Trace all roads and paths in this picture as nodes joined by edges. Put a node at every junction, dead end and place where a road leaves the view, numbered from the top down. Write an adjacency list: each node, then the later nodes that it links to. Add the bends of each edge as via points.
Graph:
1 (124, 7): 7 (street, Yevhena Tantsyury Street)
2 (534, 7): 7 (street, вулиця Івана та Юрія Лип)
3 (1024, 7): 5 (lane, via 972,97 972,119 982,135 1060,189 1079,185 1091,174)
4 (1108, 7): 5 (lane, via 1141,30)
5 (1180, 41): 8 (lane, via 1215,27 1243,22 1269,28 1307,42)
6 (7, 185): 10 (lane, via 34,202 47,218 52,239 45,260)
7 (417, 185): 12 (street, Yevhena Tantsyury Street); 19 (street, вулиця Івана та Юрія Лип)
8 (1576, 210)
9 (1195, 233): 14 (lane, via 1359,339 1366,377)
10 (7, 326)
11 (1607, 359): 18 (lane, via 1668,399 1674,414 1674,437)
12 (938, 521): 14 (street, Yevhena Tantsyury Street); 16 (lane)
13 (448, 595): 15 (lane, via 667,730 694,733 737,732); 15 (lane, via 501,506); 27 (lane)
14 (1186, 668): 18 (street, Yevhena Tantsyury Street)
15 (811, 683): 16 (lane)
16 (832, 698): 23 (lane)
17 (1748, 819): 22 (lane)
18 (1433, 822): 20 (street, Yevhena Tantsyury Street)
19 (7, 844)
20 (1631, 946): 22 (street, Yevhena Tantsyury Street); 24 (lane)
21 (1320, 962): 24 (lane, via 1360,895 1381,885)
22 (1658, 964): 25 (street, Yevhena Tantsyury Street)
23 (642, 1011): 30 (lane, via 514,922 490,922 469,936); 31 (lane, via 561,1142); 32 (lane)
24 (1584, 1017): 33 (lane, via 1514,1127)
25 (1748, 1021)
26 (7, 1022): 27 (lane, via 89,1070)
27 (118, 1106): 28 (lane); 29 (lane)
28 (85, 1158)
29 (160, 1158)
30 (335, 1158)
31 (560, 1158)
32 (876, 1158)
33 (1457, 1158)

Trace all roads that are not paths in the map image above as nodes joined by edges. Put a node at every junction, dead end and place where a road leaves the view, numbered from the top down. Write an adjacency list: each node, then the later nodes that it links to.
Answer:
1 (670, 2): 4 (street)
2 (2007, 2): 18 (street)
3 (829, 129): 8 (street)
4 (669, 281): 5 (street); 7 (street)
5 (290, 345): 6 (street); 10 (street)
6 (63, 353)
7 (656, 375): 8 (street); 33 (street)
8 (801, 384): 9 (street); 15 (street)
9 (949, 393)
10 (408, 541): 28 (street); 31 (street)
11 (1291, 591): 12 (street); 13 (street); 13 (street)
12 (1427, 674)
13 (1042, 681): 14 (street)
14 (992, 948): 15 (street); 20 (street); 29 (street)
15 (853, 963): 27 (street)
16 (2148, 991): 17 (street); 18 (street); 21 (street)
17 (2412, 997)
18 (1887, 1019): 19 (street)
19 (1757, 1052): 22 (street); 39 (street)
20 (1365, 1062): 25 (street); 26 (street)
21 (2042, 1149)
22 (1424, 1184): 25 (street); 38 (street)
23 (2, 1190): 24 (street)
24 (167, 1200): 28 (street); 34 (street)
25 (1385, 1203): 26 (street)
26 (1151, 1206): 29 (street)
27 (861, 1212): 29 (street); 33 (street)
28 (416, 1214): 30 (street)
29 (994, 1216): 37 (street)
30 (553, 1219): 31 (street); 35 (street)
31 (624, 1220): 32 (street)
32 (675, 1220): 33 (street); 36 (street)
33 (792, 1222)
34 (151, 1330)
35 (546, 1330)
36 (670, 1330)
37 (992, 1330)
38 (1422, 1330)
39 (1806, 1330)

▶ [Work to be completed]: All of the data above needs to be set down again exactly. Include every line.

▶ [Exercise response]:
Trace all roads and paths in this picture as nodes joined by edges. Put a node at every junction, dead end and place where a road leaves the view, numbered from the top down. Write an adjacency list: each node, then the later nodes that it links to. Add the bends of each edge as via points.
Graph:
1 (124, 7): 7 (street, Yevhena Tantsyury Street)
2 (534, 7): 7 (street, вулиця Івана та Юрія Лип)
3 (1024, 7): 5 (lane, via 972,97 972,119 982,135 1060,189 1079,185 1091,174)
4 (1108, 7): 5 (lane, via 1141,30)
5 (1180, 41): 8 (lane, via 1215,27 1243,22 1269,28 1307,42)
6 (7, 185): 10 (lane, via 34,202 47,218 52,239 45,260)
7 (417, 185): 12 (street, Yevhena Tantsyury Street); 19 (street, вулиця Івана та Юрія Лип)
8 (1576, 210)
9 (1195, 233): 14 (lane, via 1359,339 1366,377)
10 (7, 326)
11 (1607, 359): 18 (lane, via 1668,399 1674,414 1674,437)
12 (938, 521): 14 (street, Yevhena Tantsyury Street); 16 (lane)
13 (448, 595): 15 (lane, via 667,730 694,733 737,732); 15 (lane, via 501,506); 27 (lane)
14 (1186, 668): 18 (street, Yevhena Tantsyury Street)
15 (811, 683): 16 (lane)
16 (832, 698): 23 (lane)
17 (1748, 819): 22 (lane)
18 (1433, 822): 20 (street, Yevhena Tantsyury Street)
19 (7, 844)
20 (1631, 946): 22 (street, Yevhena Tantsyury Street); 24 (lane)
21 (1320, 962): 24 (lane, via 1360,895 1381,885)
22 (1658, 964): 25 (street, Yevhena Tantsyury Street)
23 (642, 1011): 30 (lane, via 514,922 490,922 469,936); 31 (lane, via 561,1142); 32 (lane)
24 (1584, 1017): 33 (lane, via 1514,1127)
25 (1748, 1021)
26 (7, 1022): 27 (lane, via 89,1070)
27 (118, 1106): 28 (lane); 29 (lane)
28 (85, 1158)
29 (160, 1158)
30 (335, 1158)
31 (560, 1158)
32 (876, 1158)
33 (1457, 1158)

Trace all roads that are not paths in the map image above as nodes joined by edges. Put a node at every junction, dead end and place where a road leaves the view, numbered from the top down. Write an adjacency list: each node, then the later nodes that it links to.
Answer:
1 (670, 2): 4 (street)
2 (2007, 2): 18 (street)
3 (829, 129): 8 (street)
4 (669, 281): 5 (street); 7 (street)
5 (290, 345): 6 (street); 10 (street)
6 (63, 353)
7 (656, 375): 8 (street); 33 (street)
8 (801, 384): 9 (street); 15 (street)
9 (949, 393)
10 (408, 541): 28 (street); 31 (street)
11 (1291, 591): 12 (street); 13 (street); 13 (street)
12 (1427, 674)
13 (1042, 681): 14 (street)
14 (992, 948): 15 (street); 20 (street); 29 (street)
15 (853, 963): 27 (street)
16 (2148, 991): 17 (street); 18 (street); 21 (street)
17 (2412, 997)
18 (1887, 1019): 19 (street)
19 (1757, 1052): 22 (street); 39 (street)
20 (1365, 1062): 25 (street); 26 (street)
21 (2042, 1149)
22 (1424, 1184): 25 (street); 38 (street)
23 (2, 1190): 24 (street)
24 (167, 1200): 28 (street); 34 (street)
25 (1385, 1203): 26 (street)
26 (1151, 1206): 29 (street)
27 (861, 1212): 29 (street); 33 (street)
28 (416, 1214): 30 (street)
29 (994, 1216): 37 (street)
30 (553, 1219): 31 (street); 35 (street)
31 (624, 1220): 32 (street)
32 (675, 1220): 33 (street); 36 (street)
33 (792, 1222)
34 (151, 1330)
35 (546, 1330)
36 (670, 1330)
37 (992, 1330)
38 (1422, 1330)
39 (1806, 1330)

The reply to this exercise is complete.